Paleontology museum in Canada

The Philip J. Currie Dinosaur Museum is a paleontology museum located in Wembley, Alberta, Canada. The museum is situated within a 3800 m2 constructed in 2015, and is named for renowned Canadian paleontologist Philip J. Currie.

==History==
The Philip J. Currie Dinosaur Museum is located near the Pipestone Creek bonebed, part of the Wapiti Formation which contains fossils from the Late Cretaceous to early Paleocene epoch. The bonebed was discovered by local school teacher Al Lakusta in 1974. Lakusta found the bones belonging to Pachyrhinosaurus, a type of horned dinosaur which was named Pachyrhinosaurus lakustai after Lakusta. The Pipestone Creek bonebed was found to have thousands of fossils and is considered one of the densest fossil sites in the world, and subsequently the area would come to be known as The River of Death. Other fossils found in the bonebed include hadrosaurs, tyrannosaurs, nodosaurs, plesiosaurs, and pterosaurs.

The River of Death and Discovery Dinosaur Museum Society, not-for-profit society formed in 2010, was created with the goal of opening a paleontology museum in the area to showcase the rich history of the area. In 2011 the society changed the name of the proposed museum from River of Death and Discovery Dinosaur Museum to the Philip J. Currie Dinosaur Museum, owing to the support and notoriety of the Canadian paleontologist and concerns over the previous name. Much of the funding for the CA$26-million museum came from the County of Grande Prairie ($7-million, eventually $19.39-million), which owns the building and 10-acre site, as well as the City of Grande Prairie ($3.5-million), Municipal District of Greenview ($250,000), the Government of Alberta ($10-million) and private donations. The county and society commissioned Teeple Architects of Toronto to design the 3800 m2 LEED certified building, with an intended opening date of December 2012.

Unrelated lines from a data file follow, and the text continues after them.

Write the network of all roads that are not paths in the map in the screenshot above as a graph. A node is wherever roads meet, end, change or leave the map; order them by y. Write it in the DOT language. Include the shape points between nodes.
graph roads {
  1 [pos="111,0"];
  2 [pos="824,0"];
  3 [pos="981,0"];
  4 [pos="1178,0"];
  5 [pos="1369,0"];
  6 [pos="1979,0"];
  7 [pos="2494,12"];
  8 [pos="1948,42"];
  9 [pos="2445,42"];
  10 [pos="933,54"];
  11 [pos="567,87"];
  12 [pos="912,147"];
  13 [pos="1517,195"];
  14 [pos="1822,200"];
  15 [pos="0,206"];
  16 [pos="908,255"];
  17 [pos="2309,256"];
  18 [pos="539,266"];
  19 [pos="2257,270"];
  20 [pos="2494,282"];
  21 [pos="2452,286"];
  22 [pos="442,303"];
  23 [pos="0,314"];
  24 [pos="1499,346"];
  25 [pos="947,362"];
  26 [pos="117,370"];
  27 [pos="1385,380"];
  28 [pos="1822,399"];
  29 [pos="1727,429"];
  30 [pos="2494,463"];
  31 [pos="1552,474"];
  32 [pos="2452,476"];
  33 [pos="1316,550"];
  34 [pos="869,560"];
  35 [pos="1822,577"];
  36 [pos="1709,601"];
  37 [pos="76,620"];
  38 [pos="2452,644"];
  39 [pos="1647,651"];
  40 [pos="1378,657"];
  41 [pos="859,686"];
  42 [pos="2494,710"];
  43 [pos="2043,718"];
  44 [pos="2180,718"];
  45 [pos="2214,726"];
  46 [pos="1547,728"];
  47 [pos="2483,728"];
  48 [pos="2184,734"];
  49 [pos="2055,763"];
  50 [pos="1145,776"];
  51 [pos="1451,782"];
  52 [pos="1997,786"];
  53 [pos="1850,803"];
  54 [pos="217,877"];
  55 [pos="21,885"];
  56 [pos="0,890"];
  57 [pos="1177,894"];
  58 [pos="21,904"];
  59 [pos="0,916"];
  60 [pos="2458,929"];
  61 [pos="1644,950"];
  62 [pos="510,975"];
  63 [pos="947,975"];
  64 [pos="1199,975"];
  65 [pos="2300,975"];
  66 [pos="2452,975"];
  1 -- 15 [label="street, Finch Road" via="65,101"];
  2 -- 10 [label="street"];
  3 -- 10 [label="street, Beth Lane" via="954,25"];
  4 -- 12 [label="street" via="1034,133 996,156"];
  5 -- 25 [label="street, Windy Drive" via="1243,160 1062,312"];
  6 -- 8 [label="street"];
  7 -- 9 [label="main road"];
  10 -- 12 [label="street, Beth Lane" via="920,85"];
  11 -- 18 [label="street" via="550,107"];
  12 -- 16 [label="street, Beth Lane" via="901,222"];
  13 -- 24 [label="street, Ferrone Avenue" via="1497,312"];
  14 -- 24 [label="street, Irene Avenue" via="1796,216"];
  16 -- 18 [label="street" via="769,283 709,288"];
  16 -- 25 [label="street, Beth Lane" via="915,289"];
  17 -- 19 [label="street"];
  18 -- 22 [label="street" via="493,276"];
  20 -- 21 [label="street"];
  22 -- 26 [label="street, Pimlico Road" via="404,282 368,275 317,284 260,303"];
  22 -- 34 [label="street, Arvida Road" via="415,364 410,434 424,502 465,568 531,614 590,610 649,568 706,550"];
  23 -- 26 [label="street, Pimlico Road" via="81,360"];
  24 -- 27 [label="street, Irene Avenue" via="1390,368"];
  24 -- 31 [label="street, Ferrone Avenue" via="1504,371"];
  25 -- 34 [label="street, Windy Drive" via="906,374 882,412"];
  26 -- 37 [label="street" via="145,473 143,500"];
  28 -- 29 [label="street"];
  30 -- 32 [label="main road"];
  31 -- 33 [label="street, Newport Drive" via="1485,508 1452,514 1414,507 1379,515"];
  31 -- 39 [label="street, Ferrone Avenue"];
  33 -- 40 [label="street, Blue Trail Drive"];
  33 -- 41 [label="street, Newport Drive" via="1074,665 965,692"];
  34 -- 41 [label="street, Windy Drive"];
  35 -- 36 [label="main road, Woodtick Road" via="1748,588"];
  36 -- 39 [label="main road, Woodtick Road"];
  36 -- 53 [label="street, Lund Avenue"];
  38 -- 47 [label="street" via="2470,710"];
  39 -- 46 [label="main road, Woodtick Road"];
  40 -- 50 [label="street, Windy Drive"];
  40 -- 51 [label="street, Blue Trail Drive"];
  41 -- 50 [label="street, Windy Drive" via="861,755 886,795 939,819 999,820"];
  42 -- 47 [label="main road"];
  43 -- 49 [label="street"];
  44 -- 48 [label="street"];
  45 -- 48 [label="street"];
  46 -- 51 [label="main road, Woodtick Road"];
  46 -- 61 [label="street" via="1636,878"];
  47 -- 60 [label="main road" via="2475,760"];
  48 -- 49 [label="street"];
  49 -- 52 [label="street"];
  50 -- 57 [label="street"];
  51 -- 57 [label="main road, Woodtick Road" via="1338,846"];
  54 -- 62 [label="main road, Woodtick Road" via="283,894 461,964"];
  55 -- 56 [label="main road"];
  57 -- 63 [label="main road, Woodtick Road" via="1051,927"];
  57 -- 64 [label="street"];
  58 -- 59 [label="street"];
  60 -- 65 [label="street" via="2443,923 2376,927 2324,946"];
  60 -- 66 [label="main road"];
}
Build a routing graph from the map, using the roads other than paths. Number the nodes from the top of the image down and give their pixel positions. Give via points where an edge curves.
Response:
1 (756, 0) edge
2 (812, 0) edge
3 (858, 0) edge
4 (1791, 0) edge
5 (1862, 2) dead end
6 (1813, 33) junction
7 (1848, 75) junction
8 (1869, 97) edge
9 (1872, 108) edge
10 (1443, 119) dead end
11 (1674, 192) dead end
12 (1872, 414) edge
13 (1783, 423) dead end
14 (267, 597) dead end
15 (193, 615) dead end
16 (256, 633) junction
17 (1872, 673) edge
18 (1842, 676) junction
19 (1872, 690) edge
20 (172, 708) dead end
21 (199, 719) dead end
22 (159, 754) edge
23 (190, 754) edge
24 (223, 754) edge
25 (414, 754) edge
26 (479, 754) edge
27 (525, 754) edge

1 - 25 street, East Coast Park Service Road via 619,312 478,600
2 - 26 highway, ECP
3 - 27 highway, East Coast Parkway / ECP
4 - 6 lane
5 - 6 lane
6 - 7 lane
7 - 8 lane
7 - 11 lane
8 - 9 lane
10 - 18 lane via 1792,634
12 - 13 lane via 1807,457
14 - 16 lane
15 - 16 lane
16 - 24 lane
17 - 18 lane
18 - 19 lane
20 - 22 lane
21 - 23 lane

Delays in construction and fundraising caught the attention of Canadian actor and paleontology enthusiast Dan Aykroyd, who organized a two-day celebrity dig at Pipestone Creek Park, ball and private auction to raise the funds necessary. Amongst those in attendance were Aykroyd's wife, American actress Donna Dixon, Saturday Night Live executive producer Lorne Michaels, actor Matthew Gray Gubler and writer Patricia Cornwell. Funding was eventually secured as the price tag rose to $34-million, with the County of Grande Prairie providing additional funding to total $19.39-million, and the museum officially opened on September 3, 2015, and a special ceremony and amber ball was held later in September including Dan Aykroyd, Donna Dixon, Dr. Philip J. Currie and Dr. Eva Kopplehus. In recognition of his support to the museum, the museum's theater was named the Aykroyd Family Theatre, and in partnership with the National Geographic Society, is the only theatre in Canada licensed to show National Geographic films.

Fossils on display in the museum include pachyrhinosaurus lakustai.

The museum is part of a larger plan to make the town a stop for paleontology tourists who also visit the Tumbler Ridge Museum in British Columbia. The museum drew more than 100,000 visitors in its first eleven months of operation, more than double the projections.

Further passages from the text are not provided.